Kampfing

This morning in real time, the question was put to me:

‘What the hell is wrong with you!?’

The emotional toxicity of it aside, the query has a real answer. It is worth trying to figure out what that real answer is.

The working hypothesis to the experimental interrogation is something along the lines of, well, I have an attachment disorder.

As I wrote those two words I felt like they sounded familiar and so I went to go see if they were a real thing.

Result: yes. They were not something I can claim as original, as I had briefly hoped.

“An attachment disorder is a type of mood or behavioral disorder that affects a person’s ability to form and maintain relationships. These disorders typically develop in childhood. They can result when a child is unable to have a consistent emotional connection with a parent or primary caregiver.”

True enough, although explained that clinically, I think my diagnosis would be for a relatively mild case, and also for an unusually intricate form of it. Which is to say, I’ve formed and maintained, with varying success, a lot of relationships.

But there is also no doubt that my ability to do so has been affected adversely, by whatever the hell is wrong with me.

And that anyone who has ever left me a voice mail and waited days or weeks for it to be replied-to would agree.

***

Maybe it would be helpful to note that if you’re reading this, you’re not one of the people who are still waiting.

I went out and ate, came back and took a shower and some naproxen, and wrote the above. Then I sought solace between the sheets for a extended nap.

All of which did at least take out the headache, and left me on the far ponent shore of sundown.

***

I got to thinking about Attachment by watching and sharing this.

How Childhood Trauma Leads to Addiction – Gabor Maté

Mate’ says that our two basic human needs are for attachment and autonomy.

And that, when the two needs conflict, autonomy and trusting our guts will always lose out, because obtaining attachment is as basic to human survival as breath or water.

There are two other essential concepts in what he has to say here, and these are addiction, and trauma.

As I understand it, an addiction can be to anything or any behavior, but it will always be about recovering a feeling of love and belonging, the pleasure of being attached. It is always a solution in the short term, but it’s not an addiction unless it also has long-term negative consequences.

So: as far as I know, my deeply ingrained coffee habit isn’t an addiction, because there’s no downside. It’s just pleasure.

Trauma, says Mate’, isn’t what happens to us, but what happens inside us as a result. We become addicted to one behavior or another because the pleasure of that addiction effectively soothes the lingering trauma.

People don’t get addicted to solutions that don’t work for them. Only to ones that do.

“The loss of self is the essence of trauma.” Reconnecting to that lost self is the essence of recovery.

***

An hour after waking late, the cats are fed.
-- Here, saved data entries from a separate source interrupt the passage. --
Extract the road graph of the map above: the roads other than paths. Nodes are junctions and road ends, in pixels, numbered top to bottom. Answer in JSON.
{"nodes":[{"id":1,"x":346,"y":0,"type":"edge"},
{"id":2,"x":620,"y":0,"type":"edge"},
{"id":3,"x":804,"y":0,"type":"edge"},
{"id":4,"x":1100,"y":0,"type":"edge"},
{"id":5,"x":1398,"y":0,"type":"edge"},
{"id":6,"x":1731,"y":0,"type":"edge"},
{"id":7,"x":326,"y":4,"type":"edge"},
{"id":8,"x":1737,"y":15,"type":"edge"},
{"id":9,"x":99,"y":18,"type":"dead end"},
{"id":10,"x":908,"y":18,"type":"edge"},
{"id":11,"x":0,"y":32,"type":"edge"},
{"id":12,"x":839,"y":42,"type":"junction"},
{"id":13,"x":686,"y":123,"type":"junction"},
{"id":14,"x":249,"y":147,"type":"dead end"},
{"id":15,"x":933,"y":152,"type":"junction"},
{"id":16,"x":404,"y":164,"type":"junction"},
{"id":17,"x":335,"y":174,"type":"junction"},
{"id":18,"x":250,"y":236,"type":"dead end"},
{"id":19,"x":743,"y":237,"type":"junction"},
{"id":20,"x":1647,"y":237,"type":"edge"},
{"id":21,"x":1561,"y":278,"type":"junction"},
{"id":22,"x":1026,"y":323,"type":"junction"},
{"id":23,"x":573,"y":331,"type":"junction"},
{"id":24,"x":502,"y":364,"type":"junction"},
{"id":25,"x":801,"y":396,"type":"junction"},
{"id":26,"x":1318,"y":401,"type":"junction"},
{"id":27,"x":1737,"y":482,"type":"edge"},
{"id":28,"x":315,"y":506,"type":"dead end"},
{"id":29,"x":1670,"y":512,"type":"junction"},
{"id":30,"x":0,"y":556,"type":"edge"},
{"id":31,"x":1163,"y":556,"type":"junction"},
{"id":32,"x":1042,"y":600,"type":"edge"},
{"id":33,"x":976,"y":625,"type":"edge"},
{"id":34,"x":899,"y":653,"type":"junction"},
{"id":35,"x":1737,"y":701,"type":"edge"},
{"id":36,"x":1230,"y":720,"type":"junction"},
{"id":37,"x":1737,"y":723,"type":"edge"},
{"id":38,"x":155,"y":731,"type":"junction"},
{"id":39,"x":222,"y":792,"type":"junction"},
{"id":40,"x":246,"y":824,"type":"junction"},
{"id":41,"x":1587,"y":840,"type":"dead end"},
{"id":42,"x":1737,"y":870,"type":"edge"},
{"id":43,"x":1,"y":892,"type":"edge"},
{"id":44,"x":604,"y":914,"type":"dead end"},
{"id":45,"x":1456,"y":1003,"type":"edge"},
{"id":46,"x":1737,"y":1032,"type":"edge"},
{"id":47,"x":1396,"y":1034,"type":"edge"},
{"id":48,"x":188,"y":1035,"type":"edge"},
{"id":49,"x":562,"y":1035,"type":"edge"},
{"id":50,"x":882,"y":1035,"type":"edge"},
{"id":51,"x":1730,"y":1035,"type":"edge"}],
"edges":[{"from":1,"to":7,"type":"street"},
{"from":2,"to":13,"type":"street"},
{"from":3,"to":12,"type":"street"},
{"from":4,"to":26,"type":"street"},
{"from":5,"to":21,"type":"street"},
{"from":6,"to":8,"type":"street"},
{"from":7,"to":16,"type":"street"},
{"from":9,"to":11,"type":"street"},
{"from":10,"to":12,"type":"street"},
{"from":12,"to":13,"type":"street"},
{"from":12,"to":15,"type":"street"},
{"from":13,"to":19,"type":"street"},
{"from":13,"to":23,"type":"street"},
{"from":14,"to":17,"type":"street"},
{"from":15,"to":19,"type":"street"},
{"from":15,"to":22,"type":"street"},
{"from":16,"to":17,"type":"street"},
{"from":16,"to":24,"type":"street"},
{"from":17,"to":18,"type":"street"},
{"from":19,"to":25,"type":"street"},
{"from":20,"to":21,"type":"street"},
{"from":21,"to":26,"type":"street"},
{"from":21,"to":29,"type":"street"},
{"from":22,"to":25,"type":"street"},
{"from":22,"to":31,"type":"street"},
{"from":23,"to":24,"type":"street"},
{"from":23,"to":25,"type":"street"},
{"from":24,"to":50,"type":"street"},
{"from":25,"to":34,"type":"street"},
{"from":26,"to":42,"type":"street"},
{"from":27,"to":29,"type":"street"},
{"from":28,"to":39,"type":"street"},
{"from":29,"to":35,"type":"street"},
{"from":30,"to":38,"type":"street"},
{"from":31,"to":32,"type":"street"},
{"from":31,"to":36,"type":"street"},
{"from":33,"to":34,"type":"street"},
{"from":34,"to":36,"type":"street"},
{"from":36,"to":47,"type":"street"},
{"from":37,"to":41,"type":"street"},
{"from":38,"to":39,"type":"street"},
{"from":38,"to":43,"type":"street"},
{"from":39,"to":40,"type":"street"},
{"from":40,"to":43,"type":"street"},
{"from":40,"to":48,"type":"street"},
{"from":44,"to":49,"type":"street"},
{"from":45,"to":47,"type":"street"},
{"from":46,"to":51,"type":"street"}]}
This includes the two real house cats, the three nominal indoor hospital cases, the two regular barn cats, and the black and white Syl who supposedly has a home on the next block, but is spending more and more time here where the kibble and the healing flow freely.

The films will flow too.

I also am fed, and caffeinated, and nictotined in the non-ideal way, and clean, and warm. And I have now spilled properly as I have all this year, partly because I have a loving attachment obligation now, to my very real patrons, and I’m taking that responsibility with great seriousness.

To the three of you in particular, thank you again from the bottom of my heart.